Tenían alcohol de caña siempre, servían en tazas de barro un poco de aguardiente y café para teñir la culpa y sufrir menos el pecado. A poco rato de estar bebiendo, los miraba siendo uno solo trepados en la tarima, debajo de la enramada de atrás de la casa.
Sentía en mi respiración un miedo de emoción. Era dolor verme en sus ojos blancos como la leche, ofensivos como el calor de sus manos.
Era mi tío abuelo el pretexto siempre para meterme debajo de la mesa, detrás de la cortina, adentro del ropero. Era su voz lenta una amenaza para mis nervios. Tenía la magia cruel de asustarme siempre con el ruido de sus pasos.

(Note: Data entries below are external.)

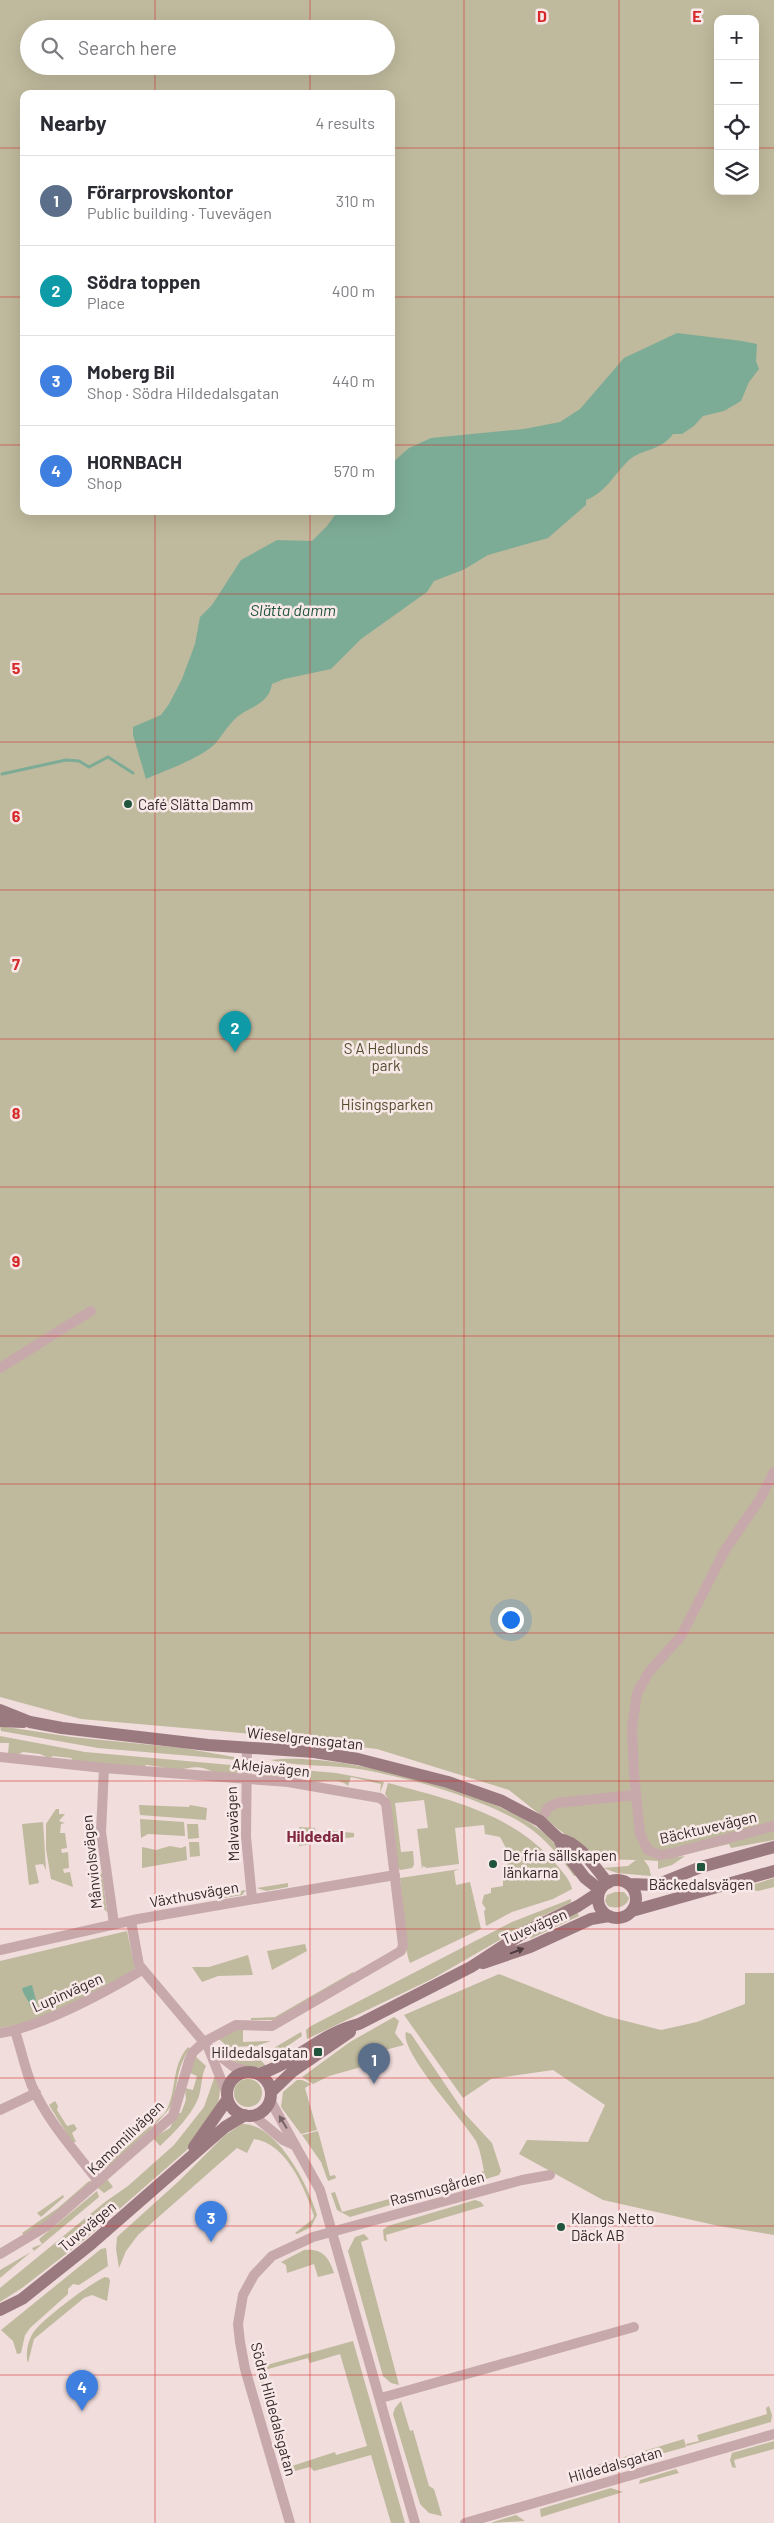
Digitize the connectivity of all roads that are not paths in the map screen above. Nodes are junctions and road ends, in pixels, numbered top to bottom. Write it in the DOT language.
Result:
graph roads {
  1 [pos="91,1311"];
  2 [pos="0,1368"];
  3 [pos="774,1472"];
  4 [pos="0,1710"];
  5 [pos="0,1721"];
  6 [pos="30,1722"];
  7 [pos="247,1748"];
  8 [pos="0,1756"];
  9 [pos="104,1768"];
  10 [pos="246,1779"];
  11 [pos="636,1795"];
  12 [pos="540,1821"];
  13 [pos="774,1826"];
  14 [pos="774,1847"];
  15 [pos="774,1871"];
  16 [pos="395,1875"];
  17 [pos="630,1884"];
  18 [pos="602,1888"];
  19 [pos="252,1899"];
  20 [pos="632,1911"];
  21 [pos="609,1916"];
  22 [pos="130,1921"];
  23 [pos="114,1924"];
  24 [pos="0,1950"];
  25 [pos="401,1951"];
  26 [pos="471,1967"];
  27 [pos="142,1970"];
  28 [pos="359,2024"];
  29 [pos="15,2031"];
  30 [pos="0,2033"];
  31 [pos="206,2045"];
  32 [pos="254,2073"];
  33 [pos="36,2093"];
  34 [pos="227,2096"];
  35 [pos="270,2096"];
  36 [pos="0,2110"];
  37 [pos="249,2115"];
  38 [pos="294,2145"];
  39 [pos="182,2163"];
  40 [pos="550,2175"];
  41 [pos="98,2182"];
  42 [pos="332,2232"];
  43 [pos="0,2254"];
  44 [pos="2,2312"];
  45 [pos="634,2327"];
  46 [pos="381,2398"];
  47 [pos="774,2434"];
  48 [pos="290,2523"];
  49 [pos="414,2523"];
  50 [pos="465,2523"];
  1 -- 2 [label="street"];
  3 -- 11 [label="street"];
  4 -- 6 [label="main road, Wieselgrensgatan"];
  5 -- 6 [label="main road, Wieselgrensgatan"];
  6 -- 7 [label="main road, Wieselgrensgatan"];
  7 -- 10 [label="street, Malvavägen"];
  7 -- 12 [label="main road, Wieselgrensgatan"];
  8 -- 9 [label="street, Aklejavägen"];
  9 -- 10 [label="street, Aklejavägen"];
  9 -- 23 [label="street, Månviolsvägen"];
  10 -- 16 [label="street, Aklejavägen"];
  10 -- 19 [label="street, Malvavägen"];
  11 -- 12 [label="street"];
  11 -- 13 [label="street, Bäcktuvevägen"];
  12 -- 18 [label="main road, Wieselgrensgatan"];
  14 -- 17 [label="main road"];
  15 -- 20 [label="main road, Tuvevägen"];
  16 -- 19 [label="street, Växthusvägen"];
  16 -- 25 [label="street, Aklejavägen"];
  17 -- 18 [label="main road"];
  17 -- 20 [label="main road"];
  18 -- 21 [label="main road"];
  18 -- 26 [label="main road, Tuvevägen"];
  19 -- 22 [label="street, Växthusvägen"];
  20 -- 21 [label="main road, Tuvevägen"];
  26 -- 21 [label="main road, Tuvevägen, one-way"];
  22 -- 23 [label="street, Växthusvägen"];
  22 -- 27 [label="street"];
  23 -- 24 [label="street, Växthusvägen"];
  25 -- 31 [label="street, Kamomillvägen"];
  26 -- 28 [label="main road, Tuvevägen"];
  27 -- 29 [label="street, Lupinvägen"];
  27 -- 31 [label="street"];
  28 -- 32 [label="main road, Tuvevägen"];
  28 -- 35 [label="main road, Tuvevägen"];
  29 -- 30 [label="street, Lupinvägen"];
  29 -- 33 [label="street"];
  31 -- 32 [label="street"];
  31 -- 34 [label="street"];
  31 -- 41 [label="street, Kamomillvägen"];
  32 -- 34 [label="main road, Tuvevägen"];
  32 -- 35 [label="main road"];
  33 -- 36 [label="street"];
  33 -- 41 [label="street"];
  34 -- 37 [label="main road"];
  34 -- 39 [label="main road, Tuvevägen"];
  35 -- 37 [label="main road, Tuvevägen"];
  38 -- 35 [label="street, one-way"];
  37 -- 38 [label="street"];
  37 -- 39 [label="main road, Tuvevägen"];
  38 -- 42 [label="street"];
  39 -- 44 [label="main road, Tuvevägen"];
  40 -- 42 [label="street, Rasmusgården"];
  41 -- 43 [label="street, Kamomillvägen"];
  42 -- 46 [label="street"];
  42 -- 48 [label="street, Södra Hildedalsgatan"];
  45 -- 46 [label="street"];
  46 -- 49 [label="street"];
  47 -- 50 [label="street, Hildedalsgatan"];
}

He crecido en el cuerpo, según me informan mis ojos viendo las dimensiones de mis brazos. He levantado la vista sólo para dejarla en la televisión mientras como palomitas. Es la pantalla mi escapatoria, por ahí se va la vida que regresa siempre. Apenas se abre el telón de la película y ya estoy de nuevo consumiendo fiel la nostalgia de los días de alcohol y café. Porque los veía fantasear, encontrar lo que nunca tuvieron, porque les inventaron como a mí su castillo de pureza. Con sus límites altos, con la mutilación de sus posibilidades físicas.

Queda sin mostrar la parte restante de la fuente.